The Greatest Latin Epic

Many ethnic groups today place great value on traditions that link them to a glorious past.  This is not unique to our age by any means.  Throughout history, people have devised myths tracing their particular group to noble or even divine origins.  Even the Romans, great as their empire was, craved an origin story that would justify their belief in their own greatness.  That origin story was provided by the poet Virgil, a contemporary of Caesar Augustus and the author of the Aeneid.  The epic, modeled on the earlier works of Homer, tells the story of Aeneas,  a warrior who fled the fall of Troy and, with his companions, traveled by circuitous means to Italy, won a bloody war, and laid the foundation for what was to become the city of Rome.  The poem is full of allusions to the destined greatness of the empire founded by Augustus and glorifies the Roman virtues of duty to family and the gods, even at the expense of personal feelings and desires.

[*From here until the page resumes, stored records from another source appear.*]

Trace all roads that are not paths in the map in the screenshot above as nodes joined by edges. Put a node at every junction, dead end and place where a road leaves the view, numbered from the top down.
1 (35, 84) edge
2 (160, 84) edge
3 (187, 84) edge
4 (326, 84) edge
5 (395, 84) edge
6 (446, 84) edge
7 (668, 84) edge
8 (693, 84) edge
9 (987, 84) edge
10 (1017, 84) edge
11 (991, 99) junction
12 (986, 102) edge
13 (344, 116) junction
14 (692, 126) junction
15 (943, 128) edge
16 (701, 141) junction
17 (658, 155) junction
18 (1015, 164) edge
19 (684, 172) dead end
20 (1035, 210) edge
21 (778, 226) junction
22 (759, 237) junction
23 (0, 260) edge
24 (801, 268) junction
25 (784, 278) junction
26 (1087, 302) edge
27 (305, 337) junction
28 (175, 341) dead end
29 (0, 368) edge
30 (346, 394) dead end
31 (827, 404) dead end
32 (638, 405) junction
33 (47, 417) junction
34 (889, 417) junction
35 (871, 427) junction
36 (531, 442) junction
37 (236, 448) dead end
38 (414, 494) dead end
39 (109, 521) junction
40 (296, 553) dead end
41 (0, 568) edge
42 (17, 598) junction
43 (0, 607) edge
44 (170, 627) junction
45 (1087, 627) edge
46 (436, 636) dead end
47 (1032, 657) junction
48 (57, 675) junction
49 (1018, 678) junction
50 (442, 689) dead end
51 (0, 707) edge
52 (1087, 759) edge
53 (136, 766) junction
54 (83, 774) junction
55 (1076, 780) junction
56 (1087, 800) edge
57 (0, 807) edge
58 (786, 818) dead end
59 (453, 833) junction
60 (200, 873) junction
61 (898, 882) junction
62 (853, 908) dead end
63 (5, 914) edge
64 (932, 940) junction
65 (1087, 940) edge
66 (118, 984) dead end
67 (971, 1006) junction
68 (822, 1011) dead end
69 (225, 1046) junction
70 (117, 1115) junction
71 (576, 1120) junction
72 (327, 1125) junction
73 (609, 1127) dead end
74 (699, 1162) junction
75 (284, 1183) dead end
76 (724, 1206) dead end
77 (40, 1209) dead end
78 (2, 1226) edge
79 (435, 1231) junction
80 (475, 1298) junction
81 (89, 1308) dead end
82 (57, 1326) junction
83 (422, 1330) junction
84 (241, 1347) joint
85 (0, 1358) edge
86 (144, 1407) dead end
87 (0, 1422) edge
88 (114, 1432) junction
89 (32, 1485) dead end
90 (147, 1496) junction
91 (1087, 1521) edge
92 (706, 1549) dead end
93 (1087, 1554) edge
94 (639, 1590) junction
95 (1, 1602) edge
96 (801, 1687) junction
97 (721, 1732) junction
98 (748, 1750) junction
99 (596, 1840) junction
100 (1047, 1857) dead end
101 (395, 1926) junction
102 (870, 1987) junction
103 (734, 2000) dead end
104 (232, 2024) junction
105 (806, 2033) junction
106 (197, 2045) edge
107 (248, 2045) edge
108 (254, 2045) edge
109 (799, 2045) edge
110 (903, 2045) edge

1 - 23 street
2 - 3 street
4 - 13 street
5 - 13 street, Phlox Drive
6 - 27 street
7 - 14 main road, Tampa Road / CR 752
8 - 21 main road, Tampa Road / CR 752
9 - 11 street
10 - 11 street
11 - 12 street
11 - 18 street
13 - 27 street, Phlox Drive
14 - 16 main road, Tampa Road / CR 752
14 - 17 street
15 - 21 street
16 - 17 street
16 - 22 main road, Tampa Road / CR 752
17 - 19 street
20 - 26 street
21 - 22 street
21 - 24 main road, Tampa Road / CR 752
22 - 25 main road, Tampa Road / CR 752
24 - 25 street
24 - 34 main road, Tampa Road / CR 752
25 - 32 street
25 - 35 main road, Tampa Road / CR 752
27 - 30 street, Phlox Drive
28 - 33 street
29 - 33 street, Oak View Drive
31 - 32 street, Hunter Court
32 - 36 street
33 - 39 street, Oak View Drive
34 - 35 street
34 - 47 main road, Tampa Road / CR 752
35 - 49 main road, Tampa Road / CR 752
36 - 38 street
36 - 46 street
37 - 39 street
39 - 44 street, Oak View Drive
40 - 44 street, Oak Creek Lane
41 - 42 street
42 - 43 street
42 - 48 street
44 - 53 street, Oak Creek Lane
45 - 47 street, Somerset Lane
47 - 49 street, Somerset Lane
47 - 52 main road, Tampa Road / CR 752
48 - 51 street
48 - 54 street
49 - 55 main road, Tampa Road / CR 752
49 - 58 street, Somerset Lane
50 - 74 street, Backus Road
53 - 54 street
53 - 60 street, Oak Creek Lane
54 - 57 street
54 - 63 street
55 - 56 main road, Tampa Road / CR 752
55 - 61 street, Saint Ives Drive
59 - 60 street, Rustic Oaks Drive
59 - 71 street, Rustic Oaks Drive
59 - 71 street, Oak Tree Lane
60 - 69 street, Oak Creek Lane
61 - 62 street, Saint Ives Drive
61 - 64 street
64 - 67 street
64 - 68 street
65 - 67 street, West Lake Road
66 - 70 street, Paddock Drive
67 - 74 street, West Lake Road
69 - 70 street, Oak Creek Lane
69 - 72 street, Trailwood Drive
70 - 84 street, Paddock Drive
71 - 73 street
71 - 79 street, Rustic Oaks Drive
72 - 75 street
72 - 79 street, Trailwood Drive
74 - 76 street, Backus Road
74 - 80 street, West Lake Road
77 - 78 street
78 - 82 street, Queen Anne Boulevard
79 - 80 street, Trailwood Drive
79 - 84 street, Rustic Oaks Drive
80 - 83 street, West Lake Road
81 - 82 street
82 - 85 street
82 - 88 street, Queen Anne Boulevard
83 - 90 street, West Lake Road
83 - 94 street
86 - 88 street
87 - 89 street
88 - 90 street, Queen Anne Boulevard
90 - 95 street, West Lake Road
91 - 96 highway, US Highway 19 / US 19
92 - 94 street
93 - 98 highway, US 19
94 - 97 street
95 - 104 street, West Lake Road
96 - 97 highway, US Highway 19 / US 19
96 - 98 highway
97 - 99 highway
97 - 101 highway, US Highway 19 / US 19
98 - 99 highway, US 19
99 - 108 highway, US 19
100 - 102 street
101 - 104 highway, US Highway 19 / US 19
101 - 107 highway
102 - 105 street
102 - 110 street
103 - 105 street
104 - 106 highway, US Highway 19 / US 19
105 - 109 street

Virgil was famous in his own day, but after his death his fame grew even greater.  His writings were required works in schools and universities throughout the Middle Ages and beyond.  Myths grew up around Virgil himself.  Even many of the Christian thinkers in the Middle Ages considered him to be a prophet; a passage from one of his works, the Eclogue, was thought to predict the coming of Christ.  But the warlike virtues portrayed in the Aeneid were simply not compatible with the simple words of Jesus requiring His followers to love their neighbors, and even their enemies, and the arbitrary and contradictory actions of the gods in the epic eventually caused people to question the value of such deities.  The selfish gods of the Aeneid were ultimately displaced by the Son of God who sacrificed himself rather than demanding sacrifices from His followers for His own self-gratification.  This most recent addition to the literature website thus shows us, not only the character qualities that shaped the Roman Empire of the New Testament era and beyond, but also clearly contrasts those qualities with the faith that led the early Christians to suffer martyrdom and in the process defeat the glorification of power that was the essence of Rome.